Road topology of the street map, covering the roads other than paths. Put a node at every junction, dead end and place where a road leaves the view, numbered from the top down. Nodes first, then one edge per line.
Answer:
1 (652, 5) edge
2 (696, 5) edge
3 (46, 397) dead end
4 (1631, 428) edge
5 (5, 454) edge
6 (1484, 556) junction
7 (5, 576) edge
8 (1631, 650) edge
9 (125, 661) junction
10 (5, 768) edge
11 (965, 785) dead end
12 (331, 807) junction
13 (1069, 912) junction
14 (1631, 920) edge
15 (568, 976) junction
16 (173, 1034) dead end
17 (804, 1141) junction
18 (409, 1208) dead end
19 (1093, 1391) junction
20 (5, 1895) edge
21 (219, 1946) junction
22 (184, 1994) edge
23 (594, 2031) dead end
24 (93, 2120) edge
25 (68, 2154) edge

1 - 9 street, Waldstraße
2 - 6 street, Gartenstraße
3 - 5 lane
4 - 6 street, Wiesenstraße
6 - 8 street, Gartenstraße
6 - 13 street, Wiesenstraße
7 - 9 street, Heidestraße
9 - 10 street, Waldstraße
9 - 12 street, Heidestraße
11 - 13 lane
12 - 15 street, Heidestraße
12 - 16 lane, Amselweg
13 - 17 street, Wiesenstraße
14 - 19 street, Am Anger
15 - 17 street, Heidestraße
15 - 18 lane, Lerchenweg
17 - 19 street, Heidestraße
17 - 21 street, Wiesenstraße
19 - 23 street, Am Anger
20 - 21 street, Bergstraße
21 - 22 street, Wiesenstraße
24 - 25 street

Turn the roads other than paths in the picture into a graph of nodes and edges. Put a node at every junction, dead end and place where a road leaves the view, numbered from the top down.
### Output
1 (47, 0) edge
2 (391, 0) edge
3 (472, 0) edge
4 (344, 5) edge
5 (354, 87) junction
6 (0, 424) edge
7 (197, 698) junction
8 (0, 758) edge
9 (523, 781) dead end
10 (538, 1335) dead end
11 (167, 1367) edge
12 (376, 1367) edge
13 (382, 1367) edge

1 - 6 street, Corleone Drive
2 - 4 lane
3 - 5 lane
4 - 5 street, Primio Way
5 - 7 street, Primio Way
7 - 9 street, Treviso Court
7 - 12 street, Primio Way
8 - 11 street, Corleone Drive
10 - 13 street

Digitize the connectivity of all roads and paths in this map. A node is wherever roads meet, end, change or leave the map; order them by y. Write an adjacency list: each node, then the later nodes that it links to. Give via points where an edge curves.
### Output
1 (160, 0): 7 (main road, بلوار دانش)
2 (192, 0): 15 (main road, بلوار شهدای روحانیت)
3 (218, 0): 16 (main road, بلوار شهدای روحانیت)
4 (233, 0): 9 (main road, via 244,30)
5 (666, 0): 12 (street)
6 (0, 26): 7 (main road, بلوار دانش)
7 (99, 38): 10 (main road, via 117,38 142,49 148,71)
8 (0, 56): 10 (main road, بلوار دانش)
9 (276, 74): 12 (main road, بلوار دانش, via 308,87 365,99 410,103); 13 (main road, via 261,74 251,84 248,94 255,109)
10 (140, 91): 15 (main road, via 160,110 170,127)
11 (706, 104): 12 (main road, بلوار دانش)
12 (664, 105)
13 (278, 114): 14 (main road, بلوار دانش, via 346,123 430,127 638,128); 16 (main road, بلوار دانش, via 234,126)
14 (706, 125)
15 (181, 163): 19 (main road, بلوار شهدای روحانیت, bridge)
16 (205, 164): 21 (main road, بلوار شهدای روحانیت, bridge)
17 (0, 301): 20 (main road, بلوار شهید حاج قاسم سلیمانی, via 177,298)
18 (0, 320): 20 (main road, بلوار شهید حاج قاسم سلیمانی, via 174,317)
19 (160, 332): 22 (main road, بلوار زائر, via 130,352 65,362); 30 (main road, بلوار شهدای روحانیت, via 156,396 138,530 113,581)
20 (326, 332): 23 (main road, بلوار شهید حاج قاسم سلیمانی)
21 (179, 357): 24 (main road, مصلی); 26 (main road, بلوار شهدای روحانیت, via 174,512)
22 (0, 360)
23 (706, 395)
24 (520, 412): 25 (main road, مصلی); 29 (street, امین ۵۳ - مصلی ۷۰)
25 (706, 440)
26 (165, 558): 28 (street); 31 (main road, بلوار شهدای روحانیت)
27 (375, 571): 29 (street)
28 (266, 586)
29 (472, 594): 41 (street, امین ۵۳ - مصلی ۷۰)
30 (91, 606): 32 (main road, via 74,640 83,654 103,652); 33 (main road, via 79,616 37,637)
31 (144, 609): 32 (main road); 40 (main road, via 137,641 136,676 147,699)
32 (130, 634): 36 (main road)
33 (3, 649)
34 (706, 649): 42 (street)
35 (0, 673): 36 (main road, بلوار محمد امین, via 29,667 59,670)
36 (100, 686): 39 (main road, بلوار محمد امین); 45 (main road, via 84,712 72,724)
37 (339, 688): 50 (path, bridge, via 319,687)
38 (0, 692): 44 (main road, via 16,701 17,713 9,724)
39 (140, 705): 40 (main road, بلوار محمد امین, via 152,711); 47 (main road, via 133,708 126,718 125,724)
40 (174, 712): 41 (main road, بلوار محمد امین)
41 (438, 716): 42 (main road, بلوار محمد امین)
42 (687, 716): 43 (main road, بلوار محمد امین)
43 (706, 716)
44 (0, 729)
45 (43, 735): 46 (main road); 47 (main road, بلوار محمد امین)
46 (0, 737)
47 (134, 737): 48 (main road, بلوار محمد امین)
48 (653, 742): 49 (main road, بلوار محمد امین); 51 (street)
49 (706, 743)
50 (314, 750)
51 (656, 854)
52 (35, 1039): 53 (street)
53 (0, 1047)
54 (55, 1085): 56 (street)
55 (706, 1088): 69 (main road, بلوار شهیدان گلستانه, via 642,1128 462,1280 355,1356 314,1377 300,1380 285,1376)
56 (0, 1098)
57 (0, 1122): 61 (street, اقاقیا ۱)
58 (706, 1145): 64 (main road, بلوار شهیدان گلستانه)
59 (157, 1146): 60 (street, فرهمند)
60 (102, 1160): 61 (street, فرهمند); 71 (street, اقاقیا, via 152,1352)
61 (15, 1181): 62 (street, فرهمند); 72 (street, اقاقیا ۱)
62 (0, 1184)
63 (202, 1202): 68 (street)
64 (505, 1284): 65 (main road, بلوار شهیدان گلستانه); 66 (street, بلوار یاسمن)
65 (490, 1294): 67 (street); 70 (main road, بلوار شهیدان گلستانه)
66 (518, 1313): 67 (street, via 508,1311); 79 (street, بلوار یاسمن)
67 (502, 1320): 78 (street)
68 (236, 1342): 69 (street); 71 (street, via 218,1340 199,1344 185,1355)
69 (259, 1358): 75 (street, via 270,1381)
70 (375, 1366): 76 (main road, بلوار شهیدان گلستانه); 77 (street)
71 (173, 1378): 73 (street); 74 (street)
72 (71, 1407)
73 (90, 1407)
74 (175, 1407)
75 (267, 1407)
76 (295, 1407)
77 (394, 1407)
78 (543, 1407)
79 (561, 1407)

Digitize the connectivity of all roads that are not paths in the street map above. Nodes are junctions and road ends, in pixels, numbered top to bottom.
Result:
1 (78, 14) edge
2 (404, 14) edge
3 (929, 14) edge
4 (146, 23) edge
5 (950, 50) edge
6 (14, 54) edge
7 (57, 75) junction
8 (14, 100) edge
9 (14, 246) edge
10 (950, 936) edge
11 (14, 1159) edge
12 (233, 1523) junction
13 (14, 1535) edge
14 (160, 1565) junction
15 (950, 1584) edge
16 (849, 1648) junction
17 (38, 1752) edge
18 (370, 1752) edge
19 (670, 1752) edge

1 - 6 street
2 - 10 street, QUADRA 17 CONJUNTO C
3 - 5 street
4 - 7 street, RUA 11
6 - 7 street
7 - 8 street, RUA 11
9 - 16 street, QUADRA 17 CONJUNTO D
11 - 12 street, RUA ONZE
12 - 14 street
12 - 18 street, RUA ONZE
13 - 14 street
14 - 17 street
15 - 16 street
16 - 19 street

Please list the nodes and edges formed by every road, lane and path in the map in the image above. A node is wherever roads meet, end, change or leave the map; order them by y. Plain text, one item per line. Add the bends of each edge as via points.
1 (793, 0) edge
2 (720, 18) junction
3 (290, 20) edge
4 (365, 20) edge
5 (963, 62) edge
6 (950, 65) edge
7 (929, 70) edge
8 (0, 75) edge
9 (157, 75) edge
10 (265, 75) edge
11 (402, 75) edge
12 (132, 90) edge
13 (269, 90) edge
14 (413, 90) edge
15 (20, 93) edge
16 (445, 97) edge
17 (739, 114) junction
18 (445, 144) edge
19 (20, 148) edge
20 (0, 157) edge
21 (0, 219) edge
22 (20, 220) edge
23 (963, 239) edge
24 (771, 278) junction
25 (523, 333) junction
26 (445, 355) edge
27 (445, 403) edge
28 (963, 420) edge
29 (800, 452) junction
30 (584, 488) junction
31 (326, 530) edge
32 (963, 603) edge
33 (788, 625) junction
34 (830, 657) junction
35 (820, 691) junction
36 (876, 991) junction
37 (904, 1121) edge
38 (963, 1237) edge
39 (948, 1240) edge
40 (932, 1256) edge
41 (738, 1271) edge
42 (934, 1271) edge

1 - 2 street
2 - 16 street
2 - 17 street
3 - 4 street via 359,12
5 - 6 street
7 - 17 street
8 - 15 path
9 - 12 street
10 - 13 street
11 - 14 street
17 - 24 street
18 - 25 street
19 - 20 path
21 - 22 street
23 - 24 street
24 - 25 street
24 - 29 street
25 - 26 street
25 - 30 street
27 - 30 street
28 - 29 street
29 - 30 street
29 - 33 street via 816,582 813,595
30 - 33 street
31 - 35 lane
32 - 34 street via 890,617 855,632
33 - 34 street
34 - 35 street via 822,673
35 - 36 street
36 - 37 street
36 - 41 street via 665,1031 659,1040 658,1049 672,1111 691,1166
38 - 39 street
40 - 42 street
++++++++++++++++++++
> **Task statement**
Only a number is expected: the count of lines in the entries that include the string "QUADRA".

> **Task answer**
2